Sunday saw the sun set on this year’s Formula One championship after highs and lows in a thrilling season.
Lewis Hamilton and Mercedes emerged victorious after Ferrari’s Sebastian Vettel let a summer lead slip for the first ever time, whilst Force India shone brightly in midfield.
McLaren Honda and several Renault powered teams experienced reliability nightmares but Sauber ended this season plum last with no prize money.
As teams now head home to reflect the events of 2017 and look ahead to 2018, here at Sport Grill, we will also be looking back at the season team by team.

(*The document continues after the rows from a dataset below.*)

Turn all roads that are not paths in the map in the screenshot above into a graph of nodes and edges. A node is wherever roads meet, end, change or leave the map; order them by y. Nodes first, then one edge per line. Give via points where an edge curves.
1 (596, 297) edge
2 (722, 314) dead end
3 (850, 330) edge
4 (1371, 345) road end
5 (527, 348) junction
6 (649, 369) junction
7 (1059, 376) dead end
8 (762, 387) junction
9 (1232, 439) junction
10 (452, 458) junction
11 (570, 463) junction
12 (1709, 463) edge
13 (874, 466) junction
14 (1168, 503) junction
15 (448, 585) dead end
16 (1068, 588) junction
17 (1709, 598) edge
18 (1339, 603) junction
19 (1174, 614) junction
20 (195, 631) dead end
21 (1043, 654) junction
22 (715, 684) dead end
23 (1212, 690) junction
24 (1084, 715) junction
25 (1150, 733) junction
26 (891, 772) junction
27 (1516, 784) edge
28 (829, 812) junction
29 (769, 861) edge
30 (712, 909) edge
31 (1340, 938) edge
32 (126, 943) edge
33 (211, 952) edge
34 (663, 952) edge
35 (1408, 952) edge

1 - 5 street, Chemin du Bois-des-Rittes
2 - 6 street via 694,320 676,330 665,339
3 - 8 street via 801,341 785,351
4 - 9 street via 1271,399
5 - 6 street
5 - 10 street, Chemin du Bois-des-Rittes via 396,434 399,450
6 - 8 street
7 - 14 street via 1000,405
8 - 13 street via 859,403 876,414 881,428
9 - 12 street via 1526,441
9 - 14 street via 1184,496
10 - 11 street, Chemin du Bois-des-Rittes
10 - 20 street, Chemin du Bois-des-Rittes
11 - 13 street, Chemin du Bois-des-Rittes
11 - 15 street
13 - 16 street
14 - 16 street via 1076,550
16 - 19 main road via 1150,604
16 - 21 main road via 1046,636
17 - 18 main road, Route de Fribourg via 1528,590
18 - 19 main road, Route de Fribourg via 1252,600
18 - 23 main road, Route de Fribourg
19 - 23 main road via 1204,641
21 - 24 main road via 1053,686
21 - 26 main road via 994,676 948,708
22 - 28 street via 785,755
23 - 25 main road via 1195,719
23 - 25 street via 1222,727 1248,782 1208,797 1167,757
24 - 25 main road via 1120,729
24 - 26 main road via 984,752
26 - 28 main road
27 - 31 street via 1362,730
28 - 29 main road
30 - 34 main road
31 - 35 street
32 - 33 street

|Race||Lewis Hamilton||Valtteri Bottas|
|Qualifying head to head||13||7|
This has been an unbelievable season by Mercedes’ standards. especially after Nico Rosberg’s shock retirement at end of last year.
Hamilton seemed to struggle to produce his usual strong start of recent years against a resurgent Ferrari. He did however win on home soil at Silverstone in a Mercedes 1-2, which was only Mercedes’ second 1-2 at that point.
In end, the Silver Arrows came good after the summer break with Hamilton scoring six consecutive podiums (5 wins & 1 second place) between Belgium and USA Grands Prix.
That coupled with Ferrari imploding led to Hamilton clinching his fourth world title to become Great Britain’s most successful F1 driver of all times, having already beaten his idol’s Ayrton Senna’s record of 70 poles.
By beating Senna’s record, Hamilton is the all-time pole record holder.
Valtteri Bottas had a decent season as he settled into the Mercedes and recorded two more podiums than Hamilton before summer break. (8-6).
Ultimately, Hamilton’s experience reigned supreme once the season resumed as he ran off, leaving Bottas looking at second best in the championship and qualifying head to head.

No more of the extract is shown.